→ **What the task asks**:
What you return should be only the lines in the entries below between the one holding "thumb ip: (507, 593)" and the one holding "wrist: (500, 562)", ends included, with every picture left out.

(Pose estimation data)
- Opening Delimiter -

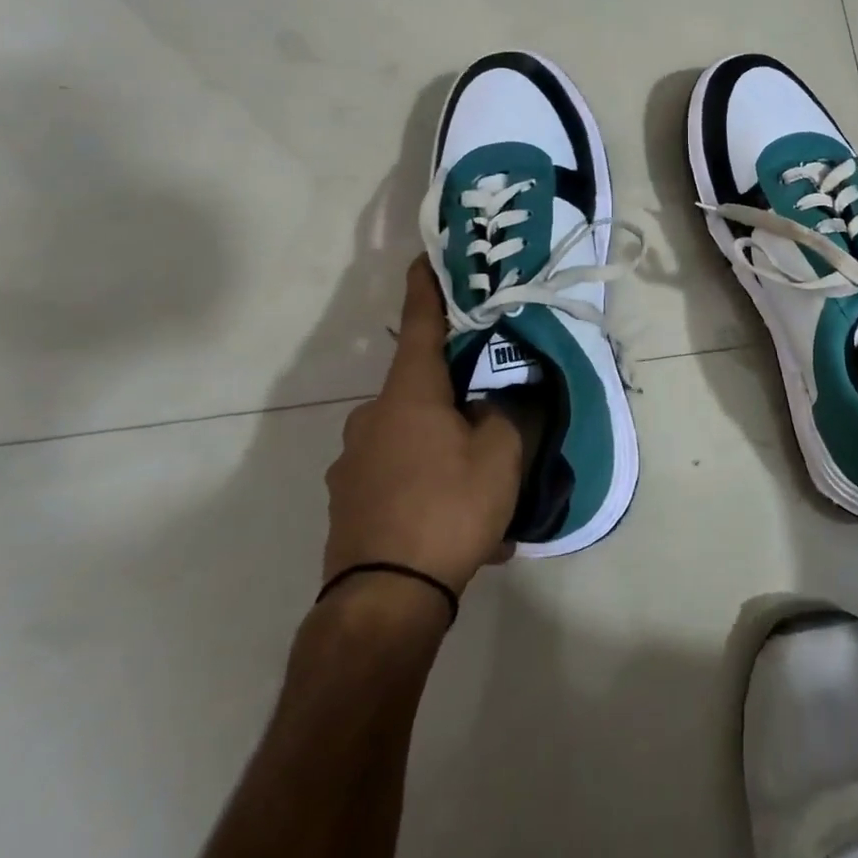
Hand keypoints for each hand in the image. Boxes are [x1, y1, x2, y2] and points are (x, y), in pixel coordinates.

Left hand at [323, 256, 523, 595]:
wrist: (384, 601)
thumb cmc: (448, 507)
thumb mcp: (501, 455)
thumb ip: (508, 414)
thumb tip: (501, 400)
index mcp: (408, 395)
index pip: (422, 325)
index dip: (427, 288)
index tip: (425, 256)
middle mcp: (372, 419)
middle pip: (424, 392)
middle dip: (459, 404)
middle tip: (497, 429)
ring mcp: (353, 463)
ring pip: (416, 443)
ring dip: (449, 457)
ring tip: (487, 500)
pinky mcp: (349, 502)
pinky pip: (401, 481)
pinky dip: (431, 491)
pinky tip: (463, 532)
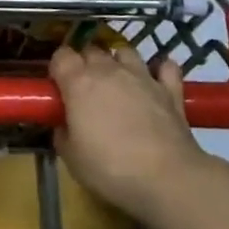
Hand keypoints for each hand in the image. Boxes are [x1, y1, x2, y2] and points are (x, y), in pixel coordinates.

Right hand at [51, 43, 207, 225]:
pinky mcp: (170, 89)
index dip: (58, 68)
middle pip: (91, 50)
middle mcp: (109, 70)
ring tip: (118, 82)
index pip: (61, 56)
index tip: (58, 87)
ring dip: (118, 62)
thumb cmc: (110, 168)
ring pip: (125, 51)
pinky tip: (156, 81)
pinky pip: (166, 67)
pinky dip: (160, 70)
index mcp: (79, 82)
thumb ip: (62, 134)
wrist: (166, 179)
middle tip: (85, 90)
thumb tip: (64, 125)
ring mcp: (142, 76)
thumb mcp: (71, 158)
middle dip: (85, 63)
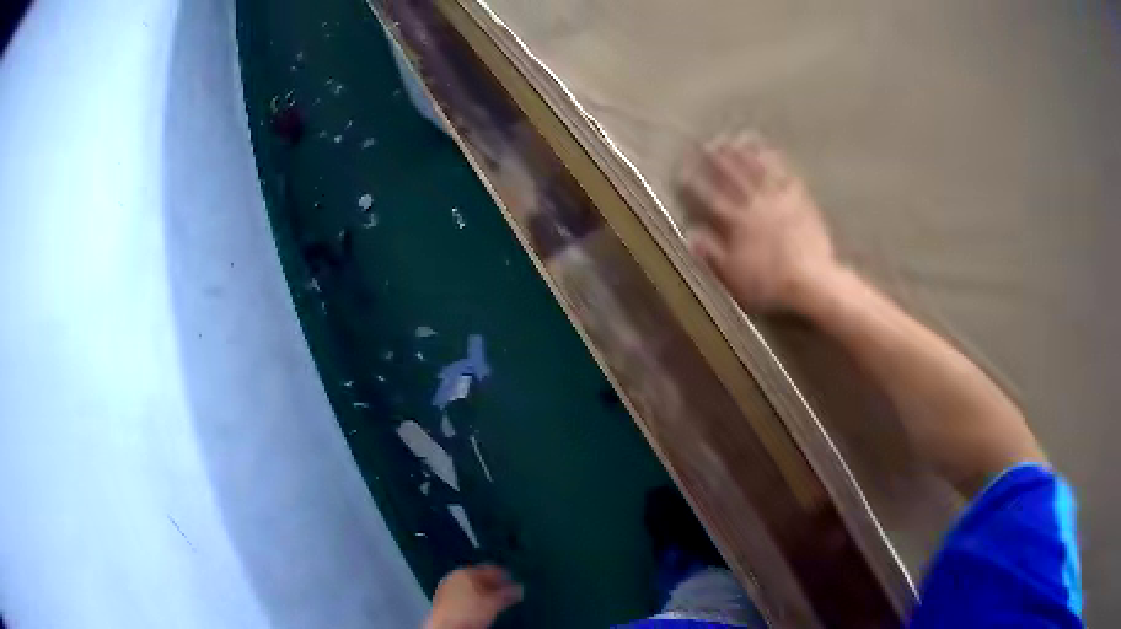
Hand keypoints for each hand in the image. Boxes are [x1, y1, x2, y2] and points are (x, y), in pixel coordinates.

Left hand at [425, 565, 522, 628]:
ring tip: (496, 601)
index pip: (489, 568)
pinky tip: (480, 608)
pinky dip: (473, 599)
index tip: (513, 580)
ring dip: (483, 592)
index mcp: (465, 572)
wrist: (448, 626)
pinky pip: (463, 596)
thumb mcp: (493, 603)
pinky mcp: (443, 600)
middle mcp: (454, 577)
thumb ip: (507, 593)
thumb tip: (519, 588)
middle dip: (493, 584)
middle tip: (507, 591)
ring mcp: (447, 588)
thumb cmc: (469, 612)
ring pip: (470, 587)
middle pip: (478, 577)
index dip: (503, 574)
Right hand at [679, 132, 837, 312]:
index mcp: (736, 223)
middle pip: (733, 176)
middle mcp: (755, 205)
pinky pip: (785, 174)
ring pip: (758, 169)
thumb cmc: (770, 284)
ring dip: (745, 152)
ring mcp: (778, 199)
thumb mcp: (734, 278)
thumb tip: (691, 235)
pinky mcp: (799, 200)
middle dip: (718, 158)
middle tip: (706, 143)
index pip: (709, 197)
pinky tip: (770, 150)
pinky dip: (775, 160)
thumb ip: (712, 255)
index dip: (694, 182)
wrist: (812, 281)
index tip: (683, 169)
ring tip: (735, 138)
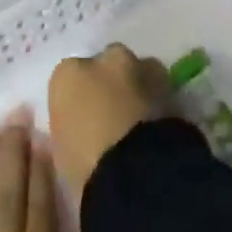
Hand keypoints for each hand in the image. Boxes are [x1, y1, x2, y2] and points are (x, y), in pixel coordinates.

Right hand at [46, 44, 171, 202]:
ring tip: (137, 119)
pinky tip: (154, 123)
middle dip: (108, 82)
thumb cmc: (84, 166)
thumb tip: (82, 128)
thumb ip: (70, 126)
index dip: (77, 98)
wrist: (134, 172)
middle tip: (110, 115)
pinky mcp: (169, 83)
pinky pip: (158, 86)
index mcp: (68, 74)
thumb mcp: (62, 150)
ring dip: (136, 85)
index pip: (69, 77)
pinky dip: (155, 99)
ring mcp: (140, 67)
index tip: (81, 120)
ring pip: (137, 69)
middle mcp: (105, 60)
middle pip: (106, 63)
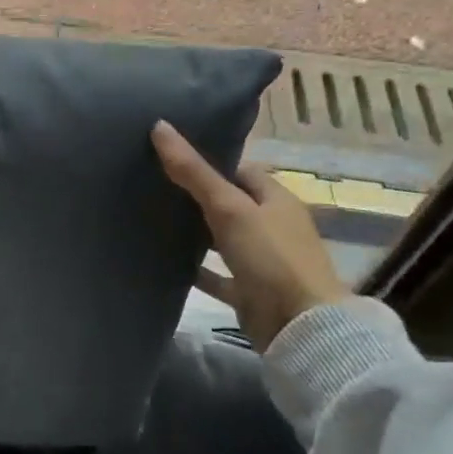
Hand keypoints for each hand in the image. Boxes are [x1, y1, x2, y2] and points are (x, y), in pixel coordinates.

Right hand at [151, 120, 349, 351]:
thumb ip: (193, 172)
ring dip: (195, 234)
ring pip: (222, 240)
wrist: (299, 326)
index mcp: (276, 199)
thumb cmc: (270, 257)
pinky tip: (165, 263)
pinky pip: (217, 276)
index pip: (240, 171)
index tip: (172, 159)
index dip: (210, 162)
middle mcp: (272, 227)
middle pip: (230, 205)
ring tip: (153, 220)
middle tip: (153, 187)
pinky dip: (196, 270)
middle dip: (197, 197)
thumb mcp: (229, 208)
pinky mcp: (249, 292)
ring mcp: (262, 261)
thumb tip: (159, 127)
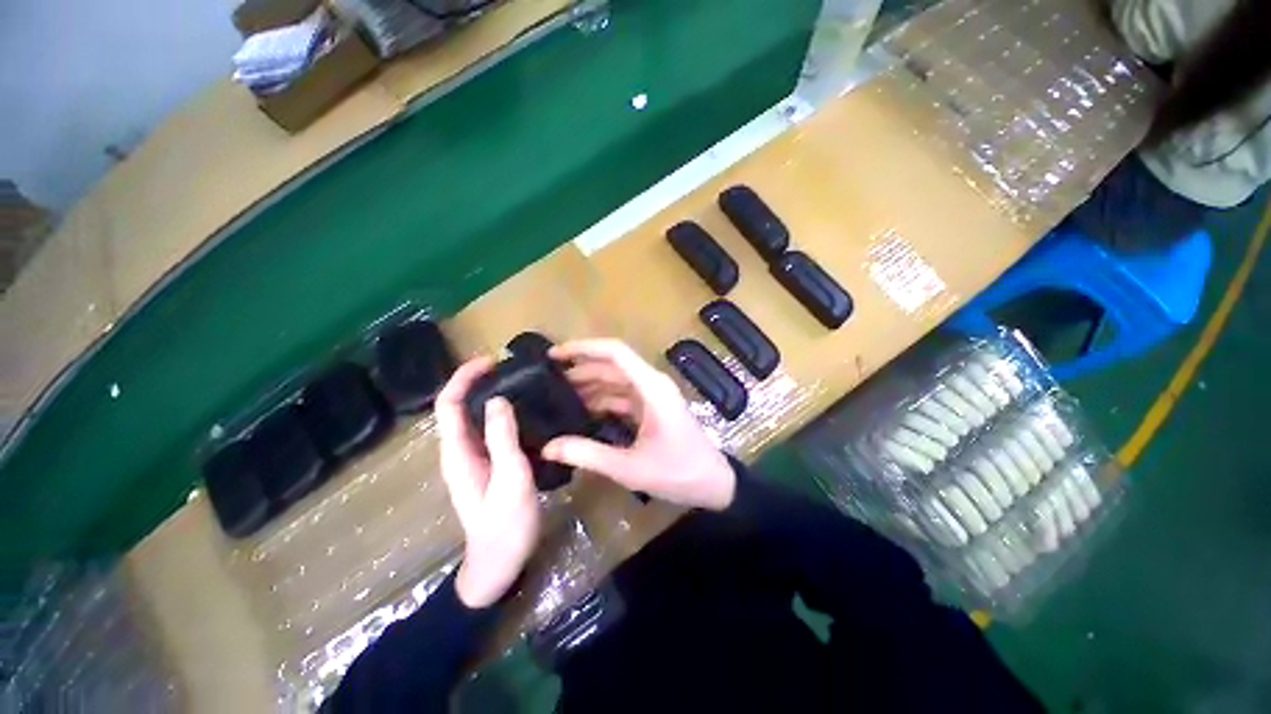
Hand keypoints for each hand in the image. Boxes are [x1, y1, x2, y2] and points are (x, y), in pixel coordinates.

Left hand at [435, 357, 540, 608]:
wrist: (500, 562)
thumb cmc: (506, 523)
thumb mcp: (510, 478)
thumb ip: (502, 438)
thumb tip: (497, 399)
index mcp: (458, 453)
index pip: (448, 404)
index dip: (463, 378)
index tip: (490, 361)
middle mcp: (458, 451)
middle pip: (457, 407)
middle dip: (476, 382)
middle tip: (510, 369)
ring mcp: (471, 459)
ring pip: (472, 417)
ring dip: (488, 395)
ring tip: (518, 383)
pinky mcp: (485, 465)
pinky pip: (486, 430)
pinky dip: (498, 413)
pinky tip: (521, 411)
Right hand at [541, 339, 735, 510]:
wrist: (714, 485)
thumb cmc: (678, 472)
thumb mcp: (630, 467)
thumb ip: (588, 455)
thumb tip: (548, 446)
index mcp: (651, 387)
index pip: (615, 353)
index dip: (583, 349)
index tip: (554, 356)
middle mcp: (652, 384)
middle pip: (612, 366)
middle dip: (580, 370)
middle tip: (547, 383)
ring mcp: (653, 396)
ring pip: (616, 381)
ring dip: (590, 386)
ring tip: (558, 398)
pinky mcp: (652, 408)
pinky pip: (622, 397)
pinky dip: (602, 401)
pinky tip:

- Closing Delimiter -

→ **Reply to the task**:
thumb ip: (507, 593)
thumb tip: (519, 588)
middle dip: (493, 584)
middle tip: (507, 591)
ring mcp: (447, 588)
thumb cmc: (469, 612)
ring pip: (470, 587)
middle pip: (478, 577)
index dip: (503, 574)
Right hand at [679, 132, 837, 312]:
index mcp: (736, 223)
middle pip: (733, 176)
middle mcp: (755, 205)
pinky pip: (785, 174)
ring pip: (758, 169)
thumb cmc: (770, 284)
ring dip: (745, 152)
ring mcp: (778, 199)
thumb mcp: (734, 278)
thumb tip: (691, 235)
pinky mcp: (799, 200)
middle dip: (718, 158)
middle tip: (706, 143)
index pip: (709, 197)
pinky tip: (770, 150)
pinky dip: (775, 160)
thumb ip: (712, 255)
index dip: (694, 182)
wrist: (812, 281)
index tip: (683, 169)
ring tip: (735, 138)
Hand keypoints for each hand in the image. Boxes are [x1, y1, x2, y2] and points are (x, y), in pixel coordinates.

Right hand at [46, 44, 171, 202]:
ring tip: (137, 119)
pinky tip: (154, 123)
middle dip: (108, 82)
thumb cmc: (84, 166)
thumb tip: (82, 128)
thumb ip: (70, 126)
index dip: (77, 98)
wrist: (134, 172)
middle tip: (110, 115)
pinky mcp: (169, 83)
pinky pip: (158, 86)
index mcp: (68, 74)
thumb mcp: (62, 150)
ring dip: (136, 85)
index pip: (69, 77)
pinky dip: (155, 99)
ring mcp: (140, 67)
index tip: (81, 120)
ring pip: (137, 69)
middle mcp: (105, 60)
middle pip: (106, 63)
Hand keypoints for each hand in the image. Boxes are [x1, y1, x2, y2] and points are (x, y), in pixel coordinates.

Right hand at [151, 120, 349, 351]:
thumb ip: (193, 172)
ring dip: (195, 234)
ring pip: (222, 240)
wrist: (299, 326)
index mcp: (276, 199)
thumb cmc: (270, 257)
pinky tip: (165, 263)
pinky pip: (217, 276)
index pip: (240, 171)
index tip: (172, 159)
index dip: (210, 162)
middle mcp: (272, 227)
middle pip: (230, 205)
ring tip: (153, 220)
middle tip: (153, 187)
pinky dip: (196, 270)
middle dip: (197, 197)
thumb mcp: (229, 208)
pinky mcp: (249, 292)
ring mcp: (262, 261)
thumb tip: (159, 127)
Hand keypoints for each hand in the image. Boxes are [x1, y1, x2, y2] and points are (x, y), in pixel coordinates.

Left hand at [435, 357, 540, 608]:
wrist: (500, 562)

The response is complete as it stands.